## Assigned task
Report how many lines of the data below contain "roads". Give nothing besides the number.

## Dataset entries
%%
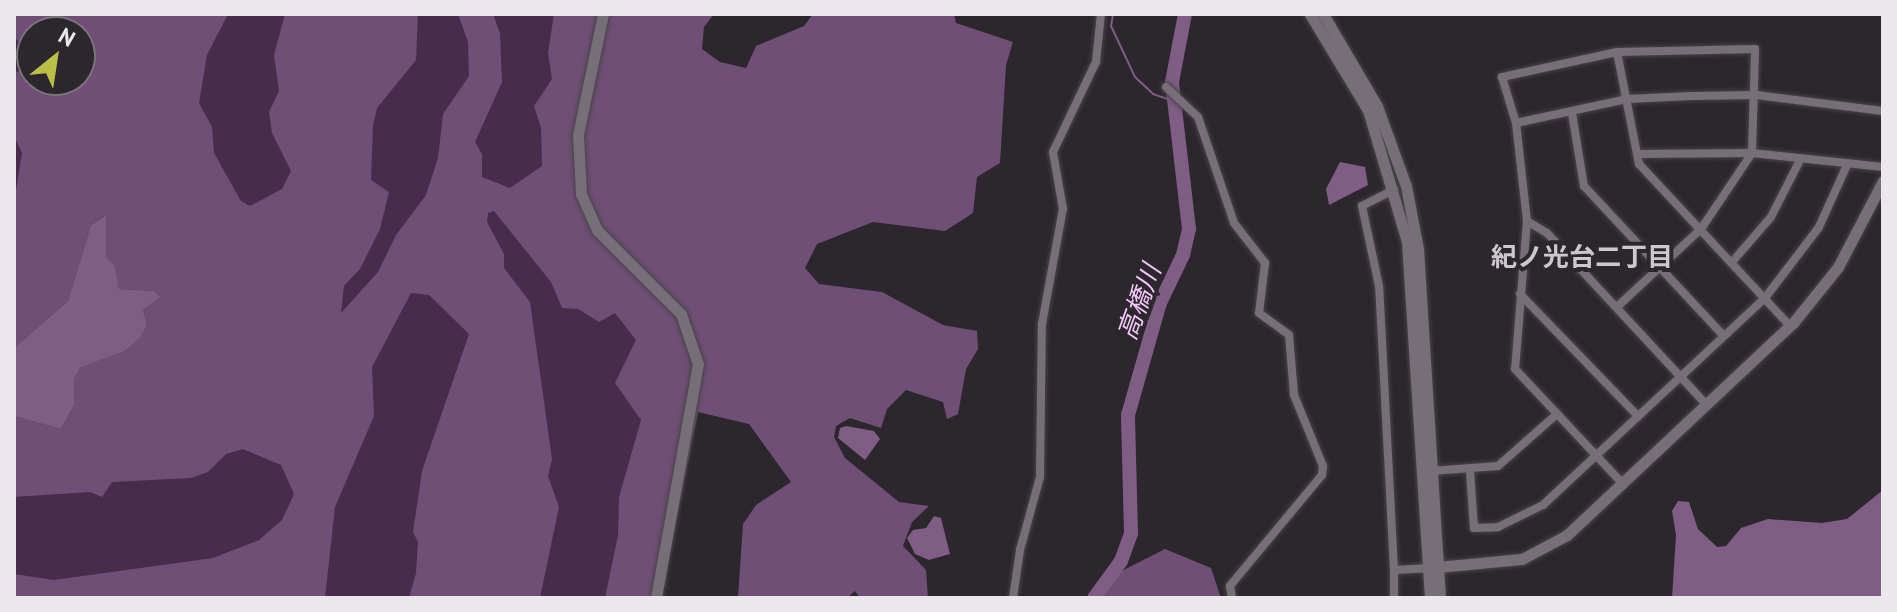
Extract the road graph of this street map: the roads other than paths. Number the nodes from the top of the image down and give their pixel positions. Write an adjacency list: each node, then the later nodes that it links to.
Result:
1 (603, 14): 38 (street)
2 (1101, 14): 39 (street)
3 (1310, 14): 18 (street)
4 (1323, 14): 33 (street)
5 (1617, 52): 7 (street); 8 (street); 11 (street)
6 (1166, 87): 40 (street)
7 (1756, 95): 8 (street); 9 (street); 12 (street)
8 (1627, 99): 10 (street); 13 (street)
9 (1883, 111)
10 (1572, 113): 11 (street); 22 (street)
11 (1516, 123): 19 (street)
12 (1752, 153): 13 (street); 14 (street); 20 (street)
13 (1638, 154): 20 (street)
14 (1801, 158): 15 (street); 21 (street)
15 (1847, 165): 16 (street); 24 (street)
16 (1883, 167)
17 (1883, 181): 26 (street)
18 (1395, 189): 36 (street); 37 (street)
19 (1527, 221): 23 (street); 25 (street)
20 (1701, 229): 21 (street); 22 (street)
21 (1733, 261): 24 (street)
22 (1659, 269): 25 (street); 27 (street)
23 (1520, 294): 30 (street); 31 (street)
24 (1765, 298): 26 (street); 27 (street)
25 (1618, 306): 28 (street)
26 (1790, 326): 29 (street)
27 (1724, 336): 28 (street)
28 (1680, 378): 29 (street); 31 (street)
29 (1706, 404): 35 (street)
30 (1557, 414): 32 (street); 34 (street)
31 (1638, 416): 32 (street)
32 (1595, 455): 34 (street); 35 (street)
33 (1431, 471): 34 (street); 36 (street)
34 (1470, 471)
35 (1622, 483): 36 (street)
36 (1432, 568): 37 (street); 42 (street); 43 (street)
37 (1394, 570): 41 (street)
38 (656, 598)
39 (1013, 598)
40 (1232, 598)
41 (1394, 598)
42 (1430, 598)
43 (1440, 598)

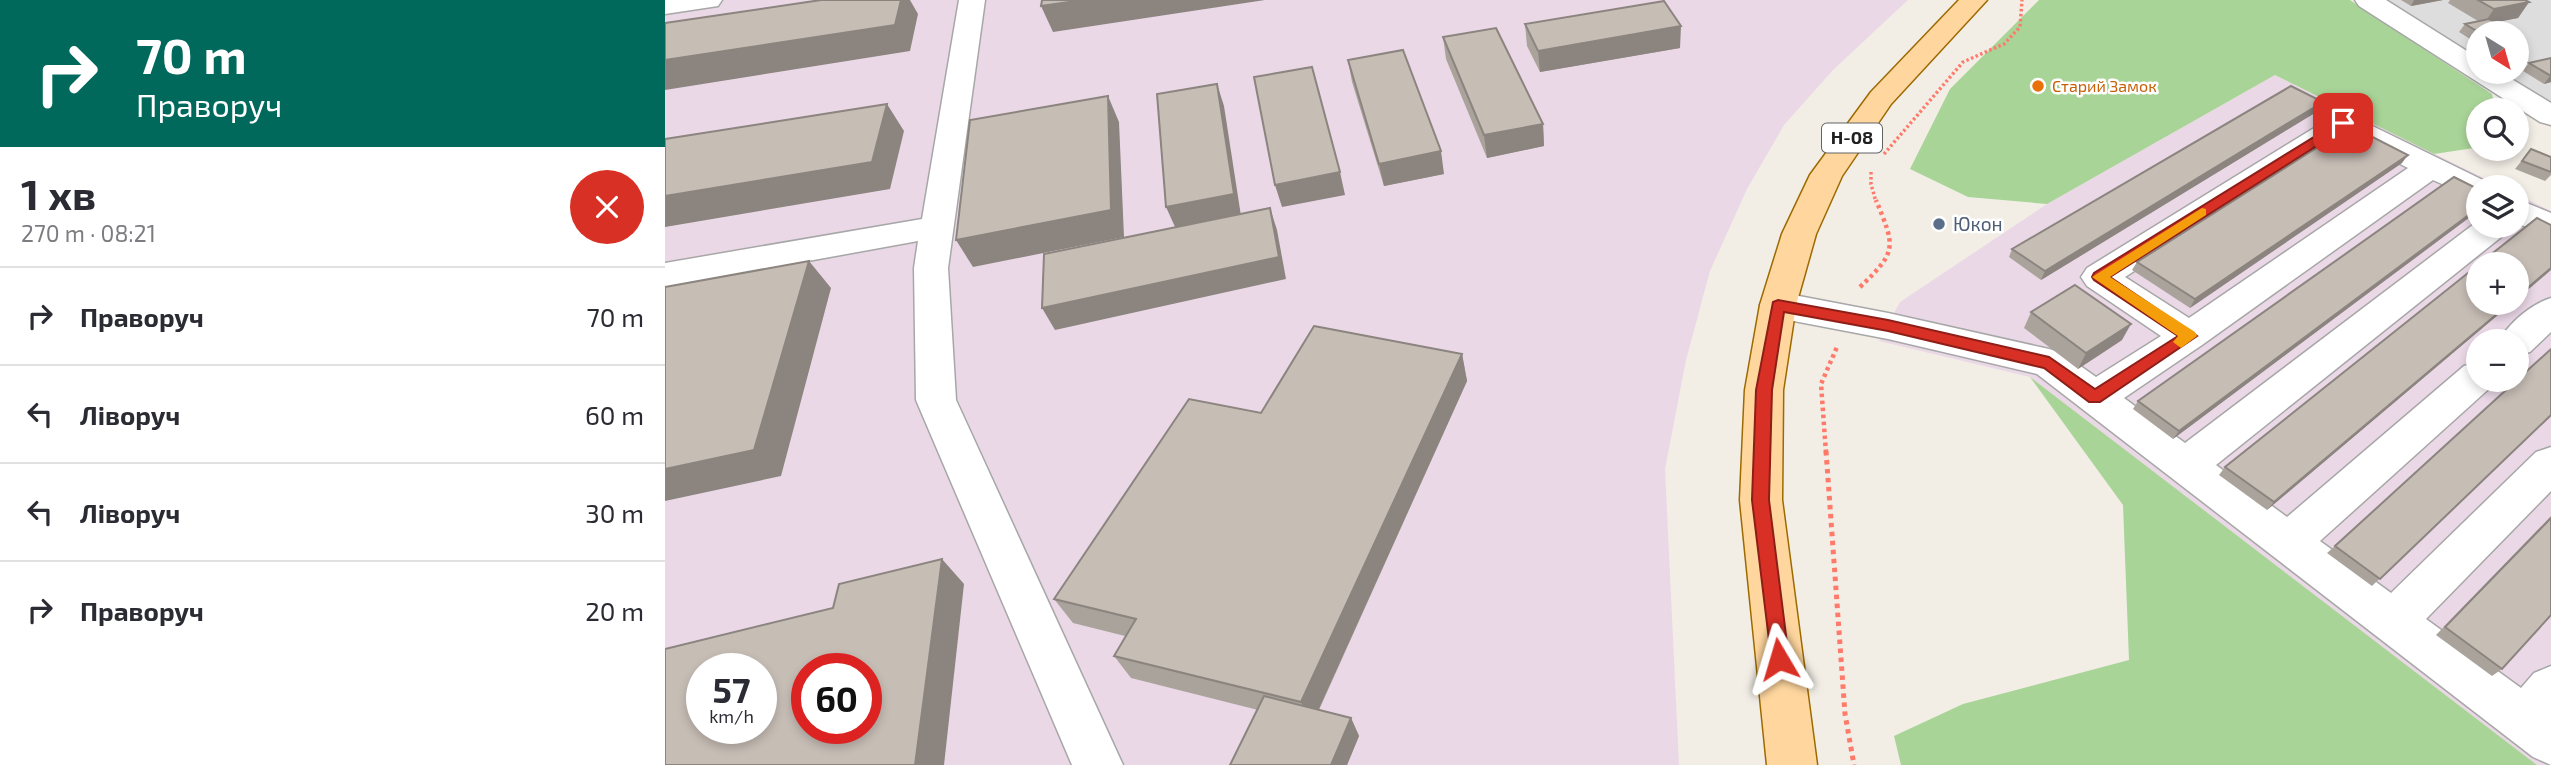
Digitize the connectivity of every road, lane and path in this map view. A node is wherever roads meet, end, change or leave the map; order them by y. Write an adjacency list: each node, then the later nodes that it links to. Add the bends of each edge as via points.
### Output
1 (709, 0): 5 (street)
2 (972, 0): 12 (street)
3 (1973, 0): 16 (main road, Н-08, via 1881,98 1826,175 1800,234)
4 (2368, 0): 6 (street)
5 (665, 6)
6 (2466, 62)
7 (2501, 84): 8 (street)
8 (2551, 116)
9 (2431, 167): 10 (street); 19 (street); 19 (street, via 2343,123 2099,277)
10 (2466, 184)
11 (2529, 216): 13 (street)
12 (937, 227): 15 (street); 27 (street, via 931,268 936,400)
13 (2551, 227)
14 (2478, 238): 23 (street)
15 (665, 275)
16 (1778, 305): 21 (street, via 2049,363); 28 (main road, Н-08, via 1764,390 1761,500)
17 (2551, 311): 18 (street)
18 (2529, 331)
19 (2189, 336): 21 (street)
20 (2466, 387): 24 (street)
21 (2094, 398): 23 (street)
22 (2551, 464): 25 (street)
23 (2185, 466): 24 (street)
24 (2288, 543): 25 (street)
25 (2393, 621): 26 (street)
26 (2542, 717)
27 (1098, 765)
28 (1792, 765)

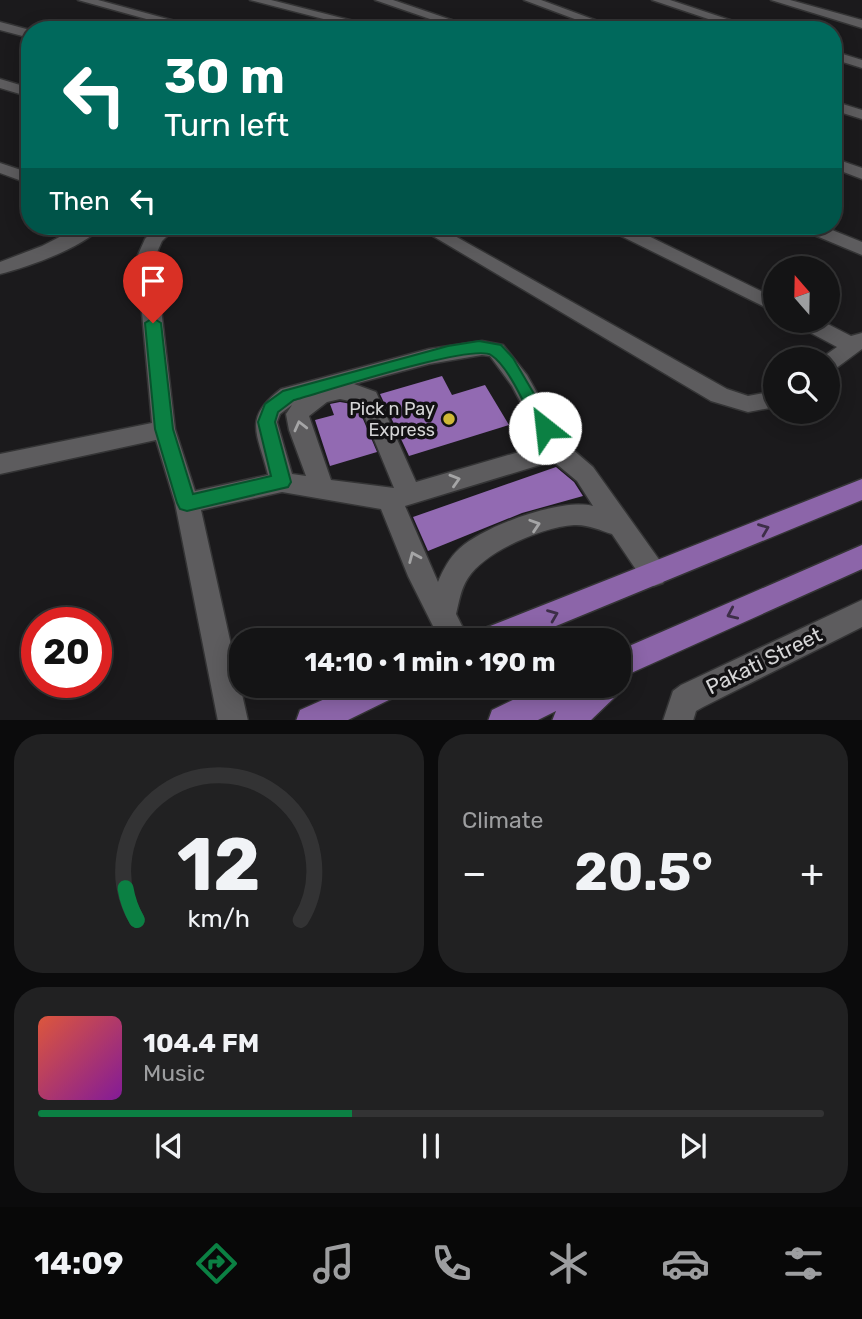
%%
## Solution
2